Navy To Disclose Arctic Seafloor Records

WASHINGTON, D.C.--Depth charts of the Arctic Ocean, once the prowling grounds of nuclear submarines, will soon be declassified and in the hands of scientists. At a press conference held by the American Geophysical Union today, the Navy and the U.S. Arctic Research Commission announced plans to release an unprecedented amount of bathymetry data. Better maps of the ocean bottom will help scientists understand Arctic geology and the transport of contaminants by Arctic currents.

During the Cold War, nuclear submarines patrolling the Arctic Ocean took depth soundings to avoid bumping into the ocean bottom. Now the Navy will declassify ocean depth data recorded during missions that traversed more than 220,000 kilometers of the ocean bottom between 1957 and 1982, increasing 10-fold the amount of such information available to scientists. "At this moment, the research community of the world knows more about the topography of the planet Venus than it does about the bathymetry of the Arctic Ocean," says George Newton, who chairs the U.S. Arctic Research Comission, which advises Congress and the president on Arctic research issues and helped coordinate the agreement with the Navy.

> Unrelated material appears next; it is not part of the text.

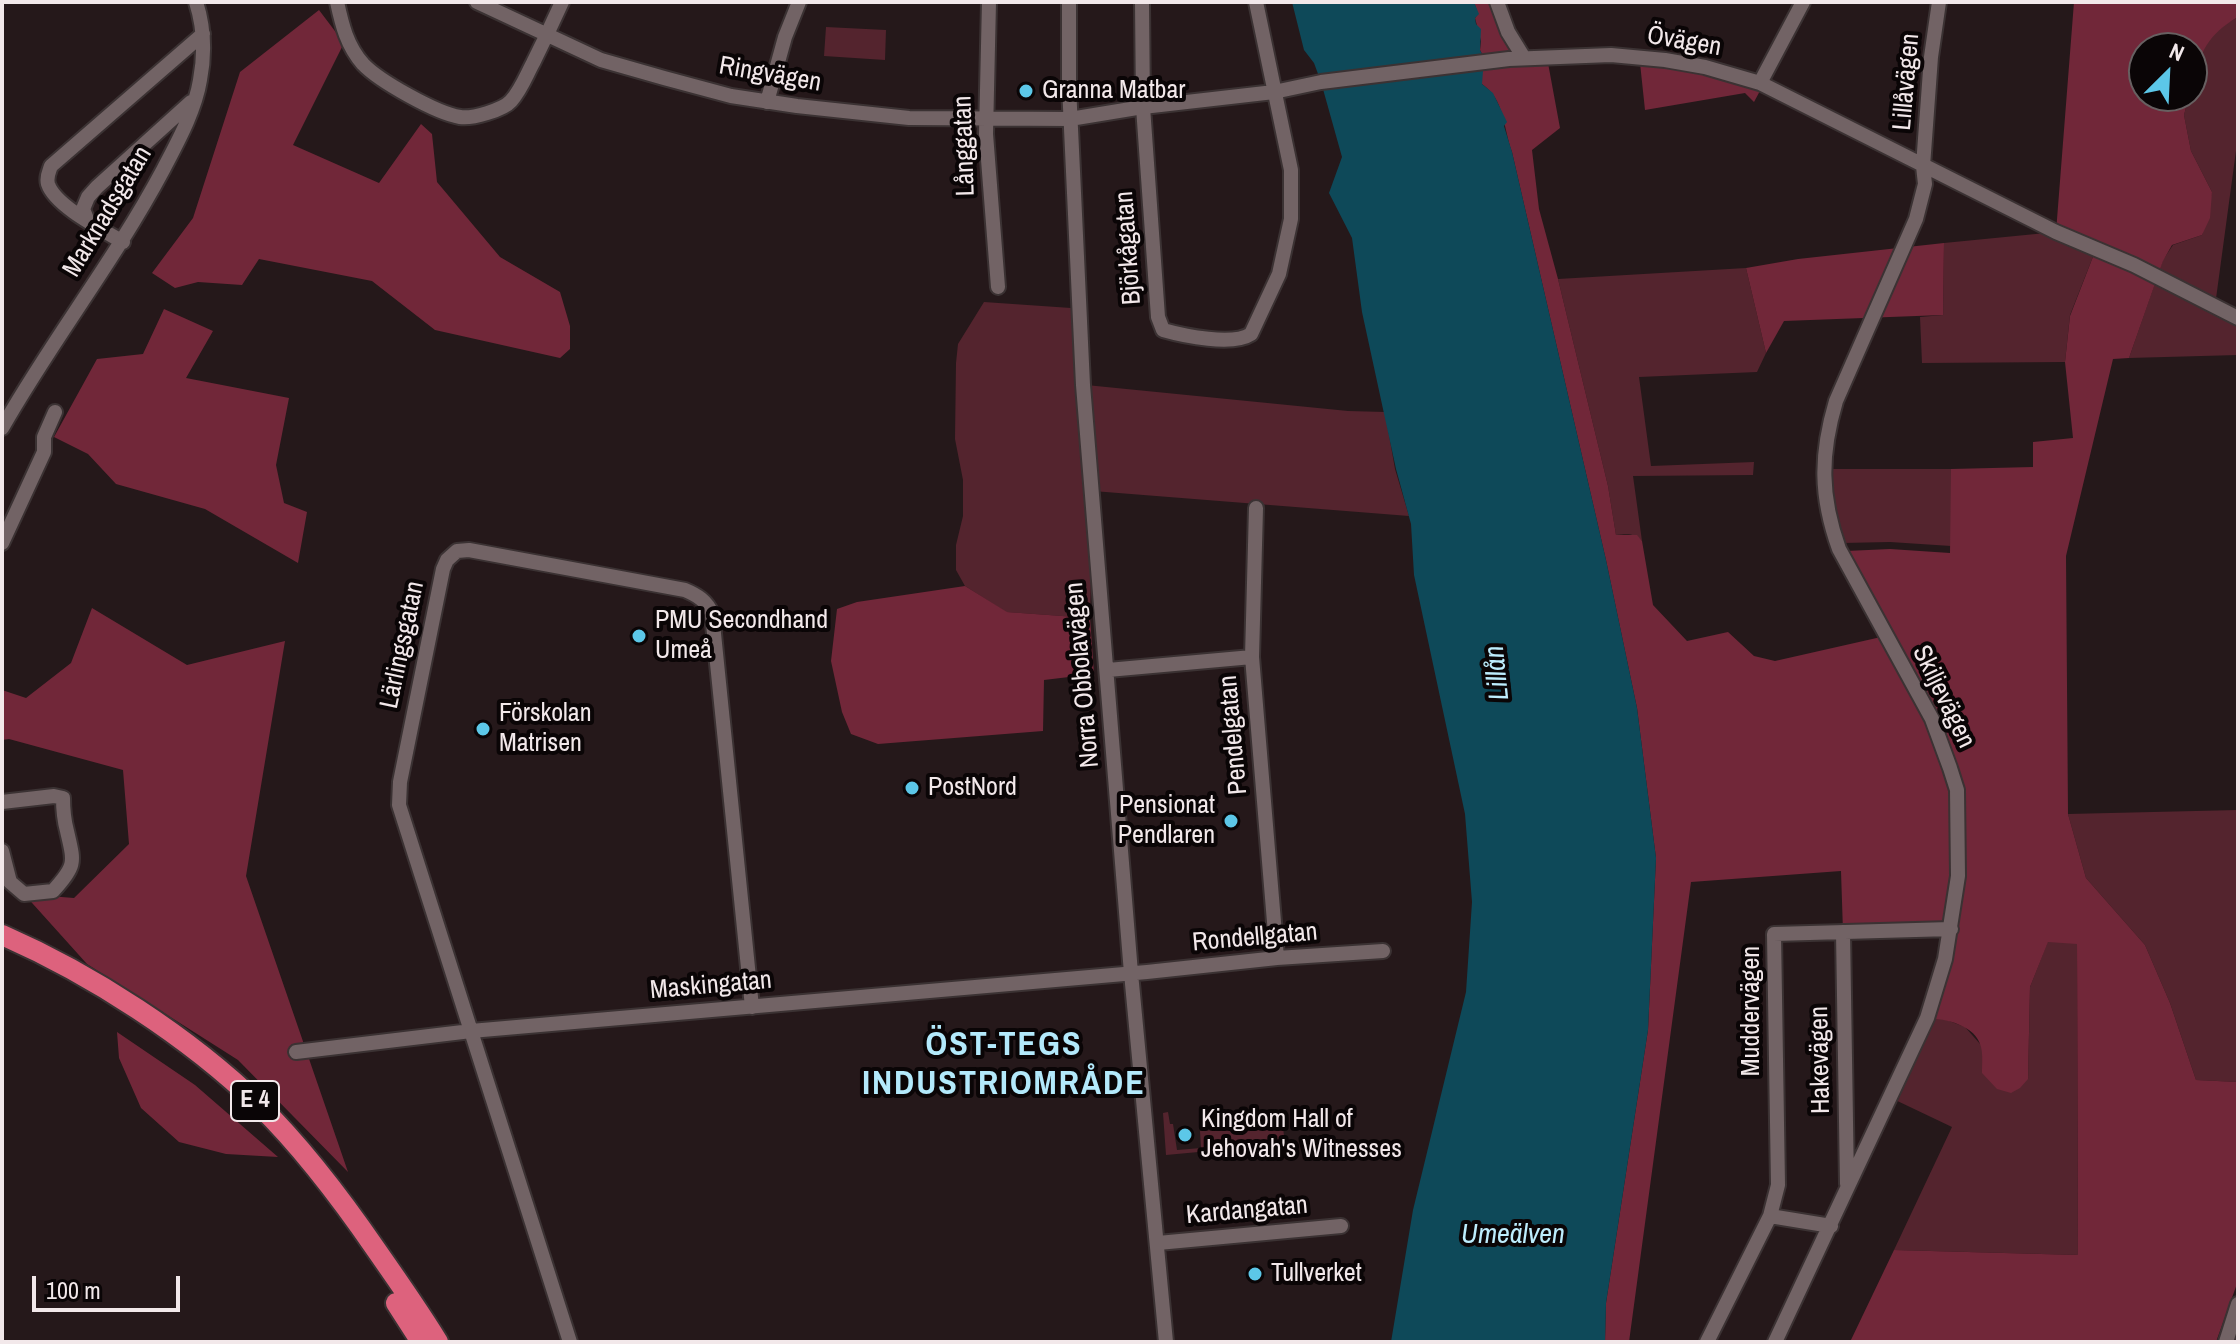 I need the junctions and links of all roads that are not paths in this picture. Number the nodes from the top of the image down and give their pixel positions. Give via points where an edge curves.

Over the next 6 months, the data, contained mostly on "rolls and rolls" of chart recorder paper, will be digitized and made available free of charge on the Internet, joining other data the Navy has released on the Arctic, including temperature and salinity records. Rear Admiral Joseph Krol, director of Deep Submergence Systems says his office hadn't realized the scientific value of such "incidental data" until 1993, when the Navy began donating time aboard Arctic subs for science.